Released posthumously on Persistence of Sound, this is possibly the last album by Ian Rawes, the founder, artist and archivist of The London Sound Survey website, known as an exceptional online archive of about 2000 field recordings, collected over more than ten years. Having his compositions released on the same label in the past, the phenomenal field recordist was closely related to Persistence of Sound, while composer Iain Chambers, who established the record label, would incorporate Rawes’s field recordings into his own works.
From Dusk Till Dawn, throughout each of its eight tracks, is interwoven with bountiful birdsong. The full force of each of the recorded syrinx sounds, makes the listening experience an active act.
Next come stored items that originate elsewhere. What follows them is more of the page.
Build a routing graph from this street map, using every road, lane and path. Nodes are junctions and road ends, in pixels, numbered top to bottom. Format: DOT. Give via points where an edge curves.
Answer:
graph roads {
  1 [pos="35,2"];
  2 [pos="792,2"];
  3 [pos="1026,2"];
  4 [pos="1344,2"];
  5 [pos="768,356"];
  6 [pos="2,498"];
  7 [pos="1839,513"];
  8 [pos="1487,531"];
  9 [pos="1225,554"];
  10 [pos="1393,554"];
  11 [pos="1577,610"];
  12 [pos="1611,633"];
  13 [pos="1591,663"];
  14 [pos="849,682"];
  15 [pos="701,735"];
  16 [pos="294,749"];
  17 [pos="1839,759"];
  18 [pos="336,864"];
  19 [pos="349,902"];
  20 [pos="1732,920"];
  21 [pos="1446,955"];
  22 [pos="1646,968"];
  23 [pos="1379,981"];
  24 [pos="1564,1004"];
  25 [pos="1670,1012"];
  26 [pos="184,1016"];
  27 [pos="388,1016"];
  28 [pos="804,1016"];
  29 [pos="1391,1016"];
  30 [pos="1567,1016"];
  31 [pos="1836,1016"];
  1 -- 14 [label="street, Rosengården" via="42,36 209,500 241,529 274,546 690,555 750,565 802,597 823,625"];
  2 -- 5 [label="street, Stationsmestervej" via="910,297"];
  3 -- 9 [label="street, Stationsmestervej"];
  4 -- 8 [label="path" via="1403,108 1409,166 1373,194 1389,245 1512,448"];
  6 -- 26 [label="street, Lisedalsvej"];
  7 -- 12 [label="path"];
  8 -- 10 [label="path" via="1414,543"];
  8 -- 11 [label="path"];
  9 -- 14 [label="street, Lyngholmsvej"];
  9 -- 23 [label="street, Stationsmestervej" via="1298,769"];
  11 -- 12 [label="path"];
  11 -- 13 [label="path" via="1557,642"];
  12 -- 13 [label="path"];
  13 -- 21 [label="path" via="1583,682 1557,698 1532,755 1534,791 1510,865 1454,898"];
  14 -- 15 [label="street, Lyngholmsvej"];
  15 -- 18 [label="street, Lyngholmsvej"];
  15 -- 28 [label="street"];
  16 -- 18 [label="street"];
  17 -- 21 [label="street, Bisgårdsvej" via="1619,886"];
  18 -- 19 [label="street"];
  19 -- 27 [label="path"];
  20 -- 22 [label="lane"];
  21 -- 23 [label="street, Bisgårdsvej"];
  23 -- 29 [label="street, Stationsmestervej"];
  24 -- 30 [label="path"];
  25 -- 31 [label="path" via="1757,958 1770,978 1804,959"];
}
At the same time, the cacophony of birds’ assemblies of diffferent sorts feels like the distorted noise of a hectic human crowd. Throughout the whole album, without the need for any intellectual understanding, there is still such a great feeling of getting the message. Nothing is said; this knowing is purely affective. Approval, excitement, admiration, refusal, disregard, disapproval are all in there among the burning bird cries. It is irresistible, the desire to anthropomorphise the sounds of these curious winged conversationalists.
At one point a child-like whining and sobbing of birds brings sadness into this clouded East Anglian ambience. A slurp and soon after, there comes the unearthly roar of a seal. That totally amplifies the theatricality of this animalistic act on sand. Clumsy clucking suddenly shifts to sweetest chirping and so immediately the rhythm changes again completely. One can sense it’s a different time of a day. The light changes its colour, the sound attains a new timbre. The compositional quality of each of the recordings makes Rawes’ work so outstanding. The album proves the author’s mastery over the careful selection of sonic sequences that build the multiple momentums on the record’s affective resonance.
Recordings are characterised by timelessness and so the collection has outlived the collector already. Each time a sound recreates a particular place inside the listener’s ears, their physical presence proves to be an infinite multidimensional space. In the past, Rawes shared his excitement about the ephemerality of the medium and its unpredictability in transmitting information. The album, like the extensive archive he maintained, preserves this revolutionary act of giving afterlife.